Chat rooms have been around for decades now, fulfilling all types of purposes. The first online chat service was in 1980 (at least, according to Wikipedia) and they’ve developed significantly since then. However, with the rise in social media that encompass private and/or public group chat, these dedicated services have became somewhat less necessary. With Nurph, the bridge between social networks and dedicated chat rooms has been built.
Nurph takes a Twitter account and build a chat room onto the side. The idea is that Twitter users can create adhoc chat rooms for their followers to discuss matters in real time, while still maintaining their Twitter branding and profile information.
Nurph doesn’t require you to sign up and create a profile, instead opting to just use Twitter information to setup a new channel. By simply heading to Nurph’s website, you’re presented by a large text field in which you can type in a topic to start chatting about.
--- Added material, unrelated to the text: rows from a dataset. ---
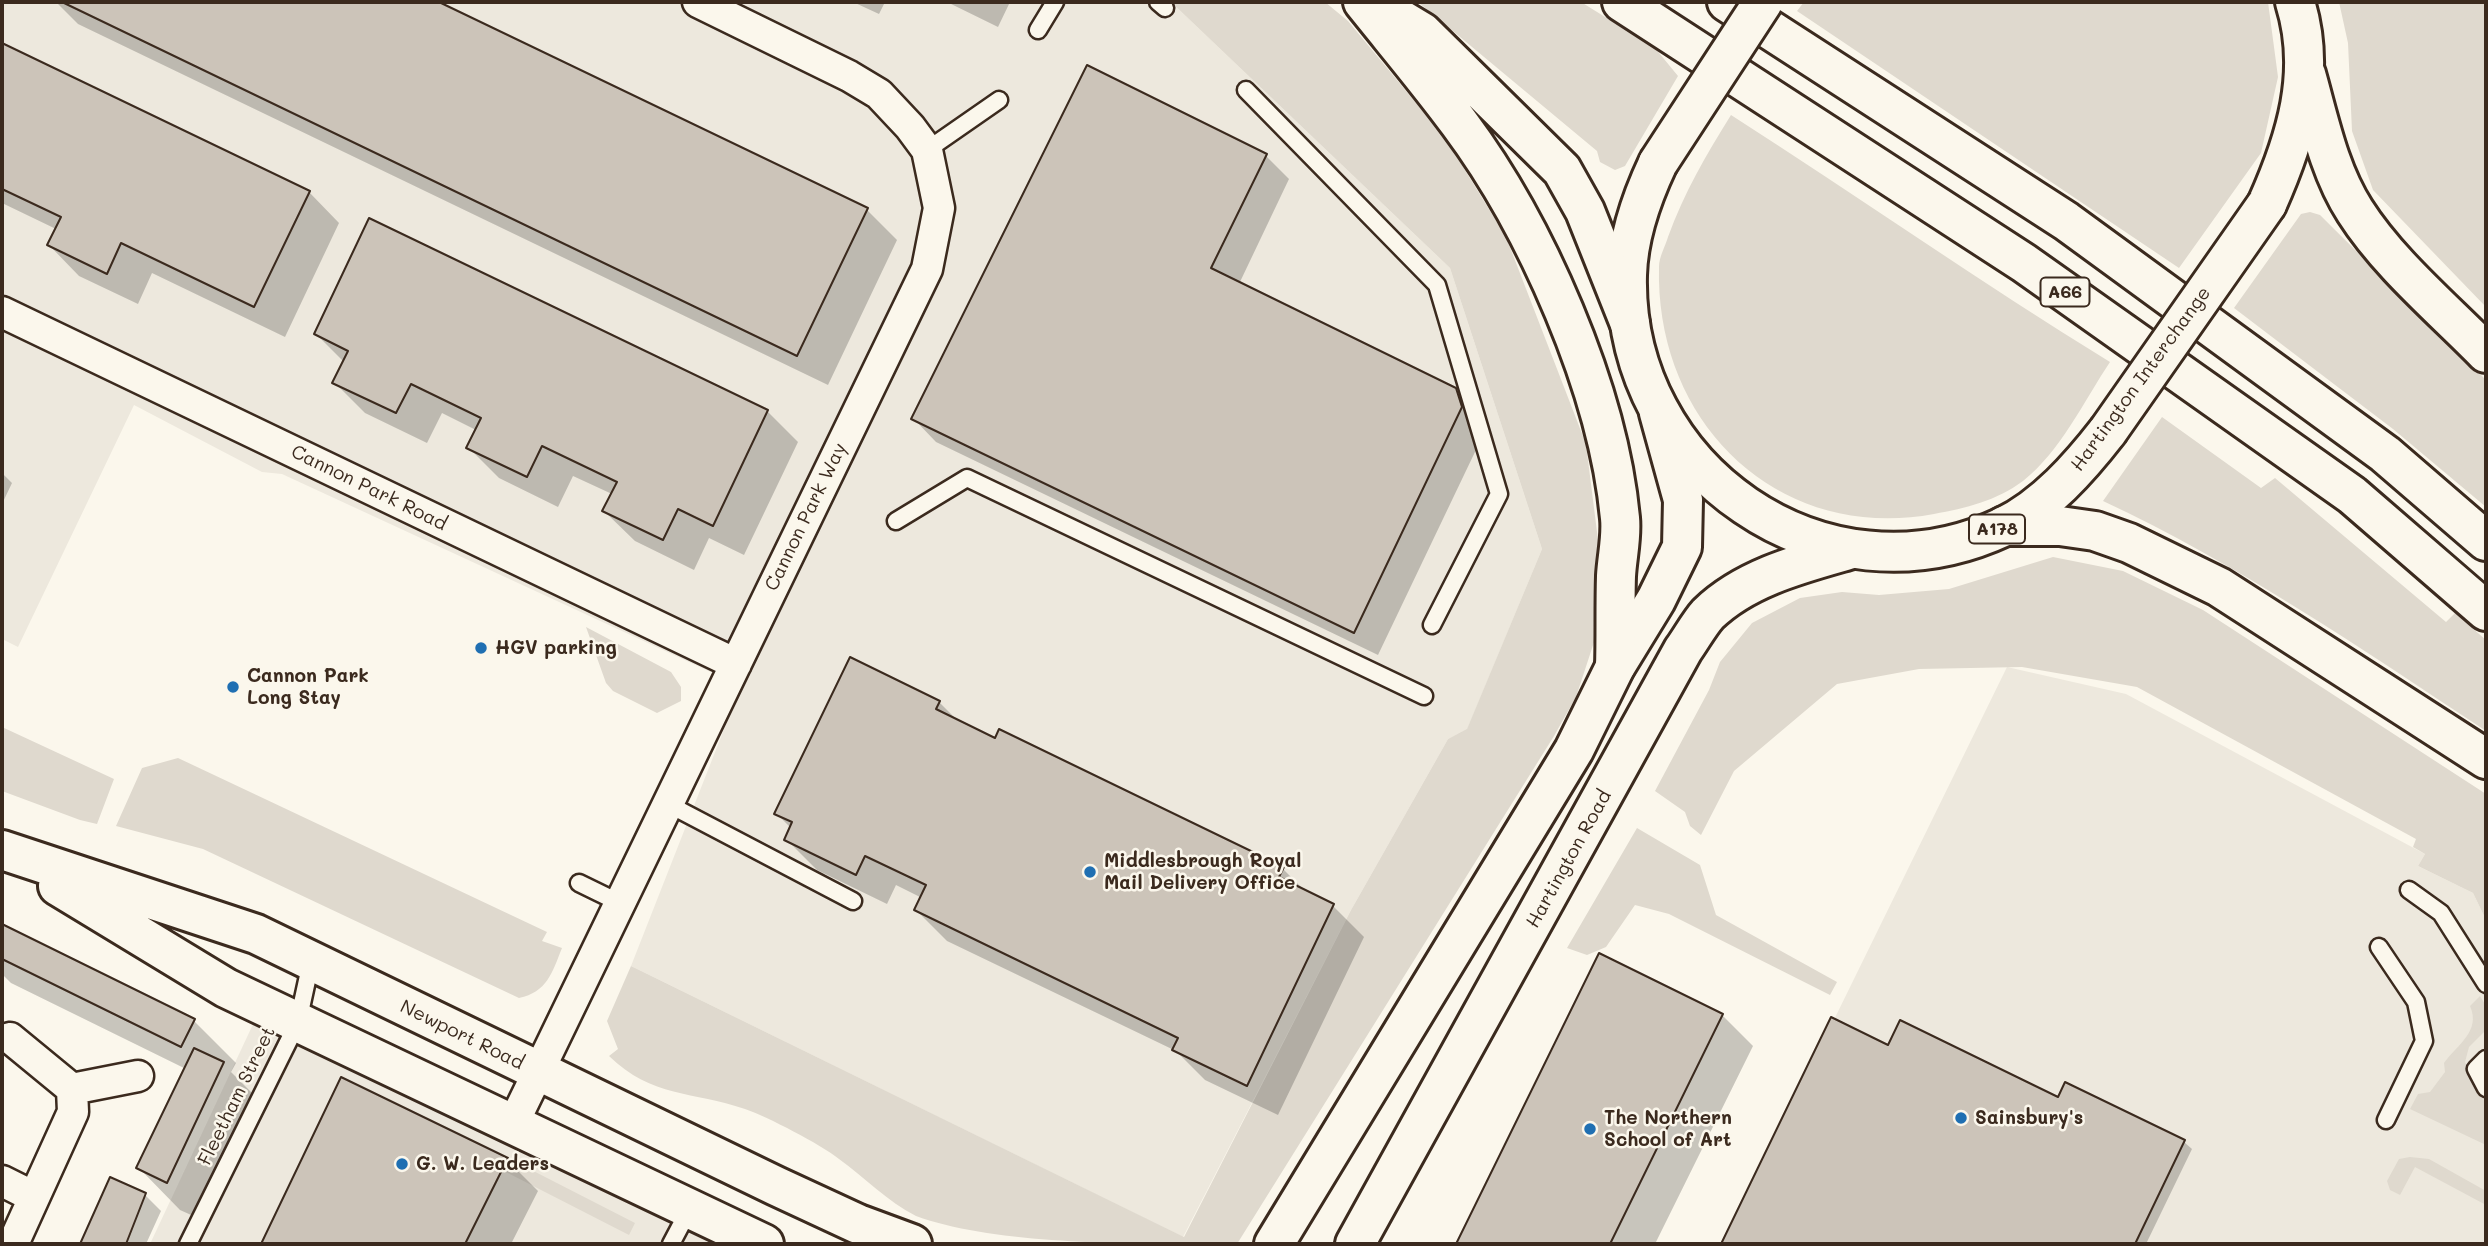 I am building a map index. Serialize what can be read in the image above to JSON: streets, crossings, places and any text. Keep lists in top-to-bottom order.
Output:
{
  "streets": {
    "main road": [
      "A66",
      "Hartington Interchange",
      "A178",
      "Hartington Road",
      "Newport Road"
    ],
    "street": ["Cannon Park Road", "Cannon Park Way"],
    "lane": ["Fleetham Street"]
  },
  "crossings": [
    ["Hartington Interchange", "Hartington Road"],
    ["Cannon Park Road", "Cannon Park Way"],
    ["Cannon Park Way", "Newport Road"],
    ["Newport Road", "Fleetham Street"]
  ],
  "places": [
    "HGV parking",
    "Cannon Park Long Stay",
    "Middlesbrough Royal Mail Delivery Office",
    "Sainsbury's",
    "The Northern School of Art",
    "G. W. Leaders"
  ]
}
Unfortunately, this wasn’t what I expected. I was expecting to just type any topic in and have it work with hashtags, but it’s instead focused much more on users. If you go ahead and type in webappstorm, you’ll be presented with the chat room for the Web.AppStorm Twitter account. However, should you type in a hashtag, it simply won’t work.
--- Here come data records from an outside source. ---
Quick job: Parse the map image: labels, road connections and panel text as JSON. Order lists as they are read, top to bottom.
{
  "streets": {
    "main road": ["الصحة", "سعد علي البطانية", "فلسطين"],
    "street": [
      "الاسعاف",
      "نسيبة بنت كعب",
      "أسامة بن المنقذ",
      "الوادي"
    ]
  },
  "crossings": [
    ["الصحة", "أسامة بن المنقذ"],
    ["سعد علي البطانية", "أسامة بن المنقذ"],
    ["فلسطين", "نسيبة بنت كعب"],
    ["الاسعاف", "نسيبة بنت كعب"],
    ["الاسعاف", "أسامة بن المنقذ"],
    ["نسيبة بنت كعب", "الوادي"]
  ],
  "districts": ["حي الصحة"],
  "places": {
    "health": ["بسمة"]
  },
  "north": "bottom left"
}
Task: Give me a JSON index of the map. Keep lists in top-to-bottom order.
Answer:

When you do get your Twitter channel setup, you can start chatting. Nurph will even tweet you to tell you your channel is live and share a link that you can retweet to your followers. Once you’ve got your link and start chatting, everything’s setup and working, allowing you to commence discussion.
Nurph has a very simple interface, somewhat like the older Twitter designs. The top bar has only two functions, allowing you to sign in/out of your Twitter account (since no Nurph-specific account is required) and to type in a new channel to visit.
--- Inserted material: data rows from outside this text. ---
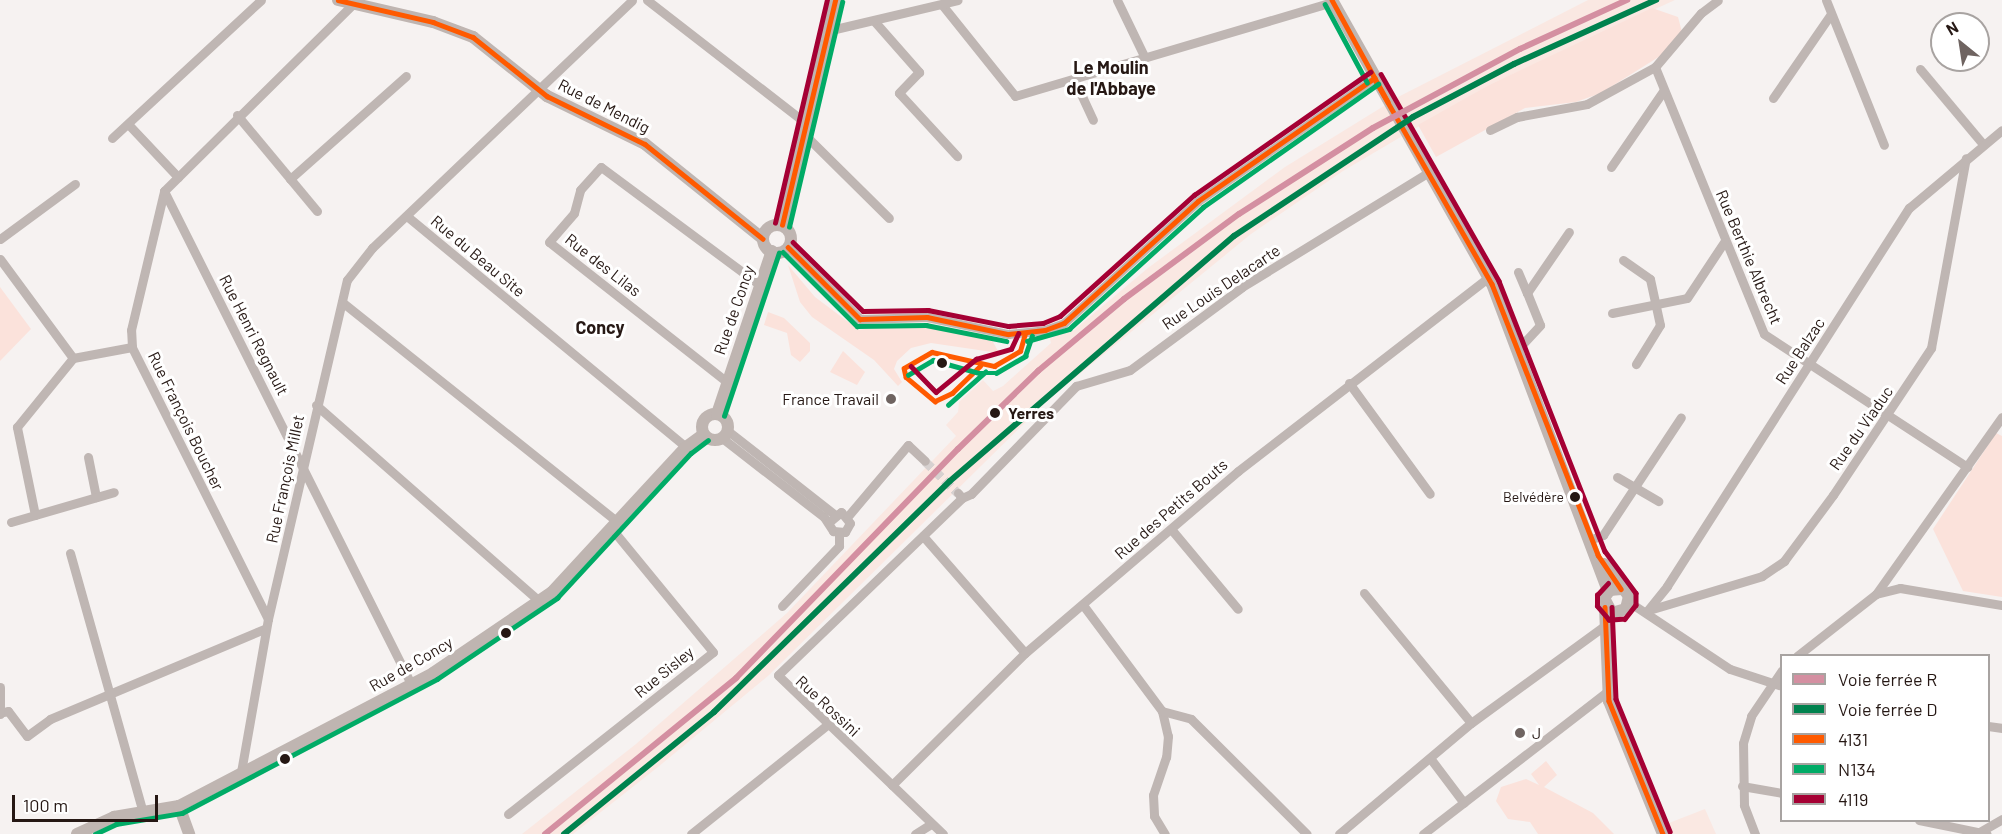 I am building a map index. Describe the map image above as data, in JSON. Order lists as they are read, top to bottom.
{
  "streets": {
    "street": [
      "Rue de Mendig",
      "Rue du Beau Site",
      "Rue Berthie Albrecht",
      "Rue des Lilas",
      "Rue Louis Delacarte",
      "Rue de Concy",
      "Rue Henri Regnault",
      "Rue Balzac",
      "Rue François Boucher",
      "Rue du Viaduc",
      "Rue François Millet",
      "Rue des Petits Bouts",
      "Rue Sisley",
      "Rue Rossini"
    ]
  },
  "crossings": [
    ["Rue de Mendig", "Rue du Beau Site"],
    ["Rue de Mendig", "Rue de Concy"],
    ["Rue du Beau Site", "Rue de Concy"],
    ["Rue du Beau Site", "Rue François Millet"],
    ["Rue Berthie Albrecht", "Rue Balzac"],
    ["Rue Berthie Albrecht", "Rue du Viaduc"],
    ["Rue des Lilas", "Rue de Concy"],
    ["Rue Louis Delacarte", "Rue Rossini"],
    ["Rue de Concy", "Rue Henri Regnault"],
    ["Rue de Concy", "Rue François Millet"],
    ["Rue de Concy", "Rue Sisley"],
    ["Rue Henri Regnault", "Rue François Boucher"],
    ["Rue Henri Regnault", "Rue François Millet"],
    ["Rue Balzac", "Rue du Viaduc"],
    ["Rue François Boucher", "Rue François Millet"],
    ["Rue des Petits Bouts", "Rue Rossini"]
  ],
  "districts": ["Le Moulin de l'Abbaye", "Concy"],
  "places": [
    "France Travail",
    "Yerres",
    "Belvédère",
    "J"
  ],
  "lines": [
    "rail line R",
    "rail line D",
    "transit line 4131",
    "transit line 4119",
    "transit line N134"
  ],
  "legend": [
    "Voie ferrée R",
    "Voie ferrée D",
    "4131",
    "N134",
    "4119"
  ],
  "scale_bar": "100 m",
  "north": "top left"
}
Below that is your chat room, split into three columns. The first is very Twitter-oriented, showing your profile picture and a stream of your tweets pulled in from the social network. The second holds your actual public chat room, organised by time, listing all the updates posted to it. The final column pulls in your Twitter profile description and a list of who’s in the current chat room.
Additionally, the background of the chat room will be the associated user’s Twitter background. This is a great bonus as you won’t need to specifically brand your chat room to be united with your other web properties.
Nurph is a surprisingly simple and straightforward application that’s connection to Twitter is great. The chat room itself works just as you’d expect and is little different to most other basic services.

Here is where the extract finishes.